Z tym ze jesli masz pelny etat MUSISZ dostac od pracpdawcy minimalna krajowa za siedzenie w domu , jesli nie to do sadu. Tak czy siak beznadziejny system za wprowadzenie ktorego ktos powinien zostac publiczie ukarany. Kakas kamionka czy cos w ten desen
Czy może ktoś mi wyjaśnić jeżeli będę pracował przez miesiąc po 12 godzin to zapłacą mi za tą pracę czy za to co mam w umowie, a oddadzą te godziny w przyszłości?
Znalazłem taki fragment i zgłupiałem:
"Czy pracodawcy będą płacić za nadgodziny występujące w ciągu dnia, gdy wejdzie roczny okres rozliczeniowy?
Tak. Wynagrodzenie za pracę w nadgodzinach, w przypadku przekroczenia dobowej normy czasu pracy, jest niezależne od długości okresu rozliczeniowego czasu pracy. Zapłatę pracownik powinien otrzymać razem z pensją otrzymywaną za miesiąc, w którym pracował w nadgodzinach. Konieczność wypłacenia wynagrodzenia za nadgodziny nie jest obowiązkiem, jeśli pracodawca niezwłocznie oddał pracownikowi nadgodziny w formie wolnego.
Przykład: Pan Sławomir pracował w jeden dzień od godz. 8 do 18 - czyli 10 godzin, przez co przekroczył dobową normę czasu pracy o 2 godziny. Wynagrodzenie za godziny nadliczbowe otrzymał wraz z pensją na koniec miesiąca. Nie zmieni się to też po nowelizacji Kodeksu pracy.
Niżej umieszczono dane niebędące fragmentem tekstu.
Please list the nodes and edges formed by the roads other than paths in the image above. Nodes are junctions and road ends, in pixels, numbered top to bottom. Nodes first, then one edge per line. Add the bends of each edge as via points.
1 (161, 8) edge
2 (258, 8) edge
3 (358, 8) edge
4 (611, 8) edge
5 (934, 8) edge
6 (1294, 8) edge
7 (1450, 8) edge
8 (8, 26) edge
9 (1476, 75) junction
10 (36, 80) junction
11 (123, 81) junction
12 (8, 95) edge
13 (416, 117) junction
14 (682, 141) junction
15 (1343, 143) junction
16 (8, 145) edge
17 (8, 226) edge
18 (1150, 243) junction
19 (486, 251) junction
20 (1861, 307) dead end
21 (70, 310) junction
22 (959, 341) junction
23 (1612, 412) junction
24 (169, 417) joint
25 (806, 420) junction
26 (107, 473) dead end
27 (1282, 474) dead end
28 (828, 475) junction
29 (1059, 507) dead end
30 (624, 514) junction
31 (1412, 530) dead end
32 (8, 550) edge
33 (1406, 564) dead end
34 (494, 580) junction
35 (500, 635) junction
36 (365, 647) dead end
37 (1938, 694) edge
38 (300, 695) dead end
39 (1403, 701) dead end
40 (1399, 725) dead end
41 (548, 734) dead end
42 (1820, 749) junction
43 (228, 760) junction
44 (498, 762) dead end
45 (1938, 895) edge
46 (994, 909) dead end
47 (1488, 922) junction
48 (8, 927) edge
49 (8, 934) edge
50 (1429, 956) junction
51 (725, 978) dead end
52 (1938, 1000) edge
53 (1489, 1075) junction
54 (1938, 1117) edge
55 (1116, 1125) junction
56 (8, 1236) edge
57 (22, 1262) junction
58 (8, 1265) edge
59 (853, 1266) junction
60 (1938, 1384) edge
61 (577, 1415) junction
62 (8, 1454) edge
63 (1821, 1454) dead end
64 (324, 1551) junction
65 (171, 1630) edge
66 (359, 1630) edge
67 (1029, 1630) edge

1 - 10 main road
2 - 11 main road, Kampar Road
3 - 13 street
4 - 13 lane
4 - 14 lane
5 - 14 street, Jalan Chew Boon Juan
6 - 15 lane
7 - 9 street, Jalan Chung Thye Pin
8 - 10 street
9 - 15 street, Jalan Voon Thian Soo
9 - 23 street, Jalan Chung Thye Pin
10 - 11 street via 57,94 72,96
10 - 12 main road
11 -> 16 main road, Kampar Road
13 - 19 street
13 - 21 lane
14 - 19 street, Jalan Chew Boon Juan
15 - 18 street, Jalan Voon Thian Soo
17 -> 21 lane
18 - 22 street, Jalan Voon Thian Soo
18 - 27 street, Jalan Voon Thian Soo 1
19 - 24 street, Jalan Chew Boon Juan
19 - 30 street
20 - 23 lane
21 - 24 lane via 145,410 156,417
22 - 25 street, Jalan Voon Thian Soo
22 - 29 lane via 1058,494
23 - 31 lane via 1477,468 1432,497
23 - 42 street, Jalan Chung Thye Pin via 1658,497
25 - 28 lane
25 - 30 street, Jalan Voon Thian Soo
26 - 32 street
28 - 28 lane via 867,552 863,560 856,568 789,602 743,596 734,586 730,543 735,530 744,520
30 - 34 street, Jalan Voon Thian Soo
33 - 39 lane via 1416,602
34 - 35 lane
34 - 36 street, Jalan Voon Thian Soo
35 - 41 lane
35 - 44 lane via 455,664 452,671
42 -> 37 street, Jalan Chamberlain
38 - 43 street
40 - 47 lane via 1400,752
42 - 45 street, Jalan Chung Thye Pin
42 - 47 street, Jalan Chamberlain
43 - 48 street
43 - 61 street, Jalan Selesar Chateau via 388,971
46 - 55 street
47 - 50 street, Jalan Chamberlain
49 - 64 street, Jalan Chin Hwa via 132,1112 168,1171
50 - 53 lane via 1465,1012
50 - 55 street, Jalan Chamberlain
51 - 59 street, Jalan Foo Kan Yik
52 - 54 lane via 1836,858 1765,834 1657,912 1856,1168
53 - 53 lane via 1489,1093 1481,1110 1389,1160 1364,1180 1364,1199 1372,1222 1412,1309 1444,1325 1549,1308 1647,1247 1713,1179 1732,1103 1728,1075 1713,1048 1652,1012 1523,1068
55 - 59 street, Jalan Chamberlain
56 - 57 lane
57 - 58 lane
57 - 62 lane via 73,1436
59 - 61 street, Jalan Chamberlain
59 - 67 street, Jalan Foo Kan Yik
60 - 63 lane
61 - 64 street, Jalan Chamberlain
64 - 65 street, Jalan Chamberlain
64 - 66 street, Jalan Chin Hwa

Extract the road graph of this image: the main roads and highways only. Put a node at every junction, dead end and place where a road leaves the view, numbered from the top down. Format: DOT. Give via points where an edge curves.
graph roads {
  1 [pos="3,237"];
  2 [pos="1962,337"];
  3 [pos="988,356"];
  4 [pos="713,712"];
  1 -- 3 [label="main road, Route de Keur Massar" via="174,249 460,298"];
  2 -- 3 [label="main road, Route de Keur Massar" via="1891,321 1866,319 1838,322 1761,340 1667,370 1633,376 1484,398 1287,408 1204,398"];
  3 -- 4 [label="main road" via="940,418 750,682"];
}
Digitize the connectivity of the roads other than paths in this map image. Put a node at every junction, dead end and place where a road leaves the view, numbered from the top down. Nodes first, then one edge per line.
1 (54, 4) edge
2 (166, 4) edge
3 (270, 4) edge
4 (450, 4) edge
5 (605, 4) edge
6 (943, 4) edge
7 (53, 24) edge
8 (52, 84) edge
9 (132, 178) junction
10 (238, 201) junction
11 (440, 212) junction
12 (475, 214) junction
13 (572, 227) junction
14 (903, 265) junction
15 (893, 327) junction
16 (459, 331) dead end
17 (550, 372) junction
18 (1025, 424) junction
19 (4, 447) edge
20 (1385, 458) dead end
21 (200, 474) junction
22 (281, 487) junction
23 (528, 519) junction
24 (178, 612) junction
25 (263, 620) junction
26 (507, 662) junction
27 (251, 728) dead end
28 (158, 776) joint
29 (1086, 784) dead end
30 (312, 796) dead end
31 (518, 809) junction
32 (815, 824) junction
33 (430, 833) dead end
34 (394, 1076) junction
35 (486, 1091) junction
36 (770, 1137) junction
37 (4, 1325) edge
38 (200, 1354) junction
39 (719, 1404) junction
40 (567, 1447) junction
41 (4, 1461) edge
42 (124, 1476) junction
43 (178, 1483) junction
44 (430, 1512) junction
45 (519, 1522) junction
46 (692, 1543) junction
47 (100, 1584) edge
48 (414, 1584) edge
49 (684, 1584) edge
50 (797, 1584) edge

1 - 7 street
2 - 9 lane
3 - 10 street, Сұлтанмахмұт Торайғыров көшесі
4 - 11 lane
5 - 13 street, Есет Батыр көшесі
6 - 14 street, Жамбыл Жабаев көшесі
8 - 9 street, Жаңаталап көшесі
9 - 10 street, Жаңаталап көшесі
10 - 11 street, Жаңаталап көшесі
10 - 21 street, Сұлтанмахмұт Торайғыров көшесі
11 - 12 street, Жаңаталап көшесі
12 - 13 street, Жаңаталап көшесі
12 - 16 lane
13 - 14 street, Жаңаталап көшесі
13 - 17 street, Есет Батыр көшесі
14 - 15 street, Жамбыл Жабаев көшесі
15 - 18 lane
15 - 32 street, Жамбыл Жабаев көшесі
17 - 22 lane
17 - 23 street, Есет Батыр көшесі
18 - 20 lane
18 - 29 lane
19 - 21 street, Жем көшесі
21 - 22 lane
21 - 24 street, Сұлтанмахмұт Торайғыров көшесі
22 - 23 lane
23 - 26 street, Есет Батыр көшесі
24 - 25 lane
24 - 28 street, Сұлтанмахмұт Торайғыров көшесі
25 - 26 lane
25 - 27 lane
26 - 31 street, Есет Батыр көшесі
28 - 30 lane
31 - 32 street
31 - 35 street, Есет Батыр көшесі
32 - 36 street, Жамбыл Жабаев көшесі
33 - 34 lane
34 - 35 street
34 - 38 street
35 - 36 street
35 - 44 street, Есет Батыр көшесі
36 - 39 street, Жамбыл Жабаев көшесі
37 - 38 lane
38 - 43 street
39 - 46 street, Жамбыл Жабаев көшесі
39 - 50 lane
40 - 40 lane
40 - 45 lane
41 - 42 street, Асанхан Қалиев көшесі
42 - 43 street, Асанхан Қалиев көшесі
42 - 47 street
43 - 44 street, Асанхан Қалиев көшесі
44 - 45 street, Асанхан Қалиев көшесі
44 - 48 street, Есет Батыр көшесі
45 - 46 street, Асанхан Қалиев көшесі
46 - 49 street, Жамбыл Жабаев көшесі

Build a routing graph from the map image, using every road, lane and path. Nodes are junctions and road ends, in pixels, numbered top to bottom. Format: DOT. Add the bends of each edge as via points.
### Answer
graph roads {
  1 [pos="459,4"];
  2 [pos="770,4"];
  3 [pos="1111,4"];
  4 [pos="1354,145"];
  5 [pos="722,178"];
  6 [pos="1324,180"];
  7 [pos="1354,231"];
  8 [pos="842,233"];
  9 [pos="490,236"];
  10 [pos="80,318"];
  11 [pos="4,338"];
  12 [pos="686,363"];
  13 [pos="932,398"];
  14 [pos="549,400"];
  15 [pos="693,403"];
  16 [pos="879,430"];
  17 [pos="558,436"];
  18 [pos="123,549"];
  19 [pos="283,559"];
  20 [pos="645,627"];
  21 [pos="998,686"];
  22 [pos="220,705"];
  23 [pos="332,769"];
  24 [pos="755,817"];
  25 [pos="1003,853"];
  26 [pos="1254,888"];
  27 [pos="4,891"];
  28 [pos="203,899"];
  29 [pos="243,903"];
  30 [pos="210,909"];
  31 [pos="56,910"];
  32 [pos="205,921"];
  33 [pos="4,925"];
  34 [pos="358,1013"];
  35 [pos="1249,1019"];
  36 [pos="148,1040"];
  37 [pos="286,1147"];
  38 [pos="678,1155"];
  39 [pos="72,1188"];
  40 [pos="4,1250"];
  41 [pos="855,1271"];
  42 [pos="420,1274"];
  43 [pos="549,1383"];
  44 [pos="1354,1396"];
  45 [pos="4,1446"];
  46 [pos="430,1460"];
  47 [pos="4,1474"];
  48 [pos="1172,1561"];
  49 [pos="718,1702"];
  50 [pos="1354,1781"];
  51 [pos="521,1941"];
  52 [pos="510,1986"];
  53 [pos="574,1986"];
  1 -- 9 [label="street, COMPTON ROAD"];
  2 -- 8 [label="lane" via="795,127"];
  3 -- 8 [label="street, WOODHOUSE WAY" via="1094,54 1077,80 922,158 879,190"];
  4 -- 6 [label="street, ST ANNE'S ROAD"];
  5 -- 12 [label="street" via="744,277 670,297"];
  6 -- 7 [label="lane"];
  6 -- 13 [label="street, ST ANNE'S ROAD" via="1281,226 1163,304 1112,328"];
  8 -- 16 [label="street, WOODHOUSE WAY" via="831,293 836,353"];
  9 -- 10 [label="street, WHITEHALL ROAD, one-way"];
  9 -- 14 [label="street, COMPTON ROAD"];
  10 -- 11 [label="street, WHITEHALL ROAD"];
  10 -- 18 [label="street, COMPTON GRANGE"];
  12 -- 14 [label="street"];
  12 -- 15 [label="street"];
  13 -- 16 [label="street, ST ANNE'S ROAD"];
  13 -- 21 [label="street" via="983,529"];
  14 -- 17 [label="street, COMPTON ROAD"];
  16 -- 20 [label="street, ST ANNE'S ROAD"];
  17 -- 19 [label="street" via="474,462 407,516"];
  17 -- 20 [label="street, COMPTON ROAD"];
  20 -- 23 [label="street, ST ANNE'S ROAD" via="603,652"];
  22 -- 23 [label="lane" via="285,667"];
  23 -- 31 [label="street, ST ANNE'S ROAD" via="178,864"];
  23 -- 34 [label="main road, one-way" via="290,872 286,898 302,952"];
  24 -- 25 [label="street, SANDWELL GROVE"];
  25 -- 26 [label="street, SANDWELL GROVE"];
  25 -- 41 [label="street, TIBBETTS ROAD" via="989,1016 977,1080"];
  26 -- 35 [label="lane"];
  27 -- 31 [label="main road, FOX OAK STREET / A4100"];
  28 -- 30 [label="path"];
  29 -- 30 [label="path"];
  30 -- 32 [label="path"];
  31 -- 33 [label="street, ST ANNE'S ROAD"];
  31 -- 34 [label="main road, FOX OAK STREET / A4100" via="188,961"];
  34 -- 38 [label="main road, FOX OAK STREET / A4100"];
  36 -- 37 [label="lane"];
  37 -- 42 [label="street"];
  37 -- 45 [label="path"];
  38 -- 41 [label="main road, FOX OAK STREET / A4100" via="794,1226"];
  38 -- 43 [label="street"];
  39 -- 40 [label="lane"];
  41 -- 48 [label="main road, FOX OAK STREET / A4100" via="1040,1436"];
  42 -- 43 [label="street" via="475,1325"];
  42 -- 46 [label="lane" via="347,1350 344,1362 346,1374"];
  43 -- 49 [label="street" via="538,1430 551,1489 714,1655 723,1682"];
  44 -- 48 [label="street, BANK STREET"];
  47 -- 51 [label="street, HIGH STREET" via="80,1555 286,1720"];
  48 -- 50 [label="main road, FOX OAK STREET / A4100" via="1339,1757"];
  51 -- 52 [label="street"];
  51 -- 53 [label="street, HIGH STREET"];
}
Nadgodziny nie są uzależnione od długości okresu rozliczeniowego, ale od przyjętego przez pracodawcę systemu czasu pracy. "
http://gazetapraca.pl/gazetapraca/1,90443,14390231,Elastyczny_czas_pracy__czyli_jaki_.html?as=2
to cały artykuł.
Iliana, ja tak pracowałam. Miałam etat 8h pracy i codziennie 6-10 i 16-20. Na szczęście to ze 2 tygodnie trwało. To była tylko chwilowa zmiana i wróciłam do normalnego trybu. Akurat musiałam " zejść " na te 2 tygodnie na zastępstwo dla osoby, która zatrudniona była na pół etatu, a że byłam zatrudniona na 8 h , więc po południu też musiałam przyjść. Jednak nie wyobrażam sobie, by takie coś miało trwać ciągle.
Oto przykład.Znalazłem kontrakt na wytworzone produkty.Zatrudniam ludzi,którzy pracują 12 godzin dziennie.W parę miesięcy kontrakt realizuję,liczę kasę,a potem...nie nie płacę ludziom za postój,zwalniam ich i likwiduję firmę.A jakby co to rynek zmusił.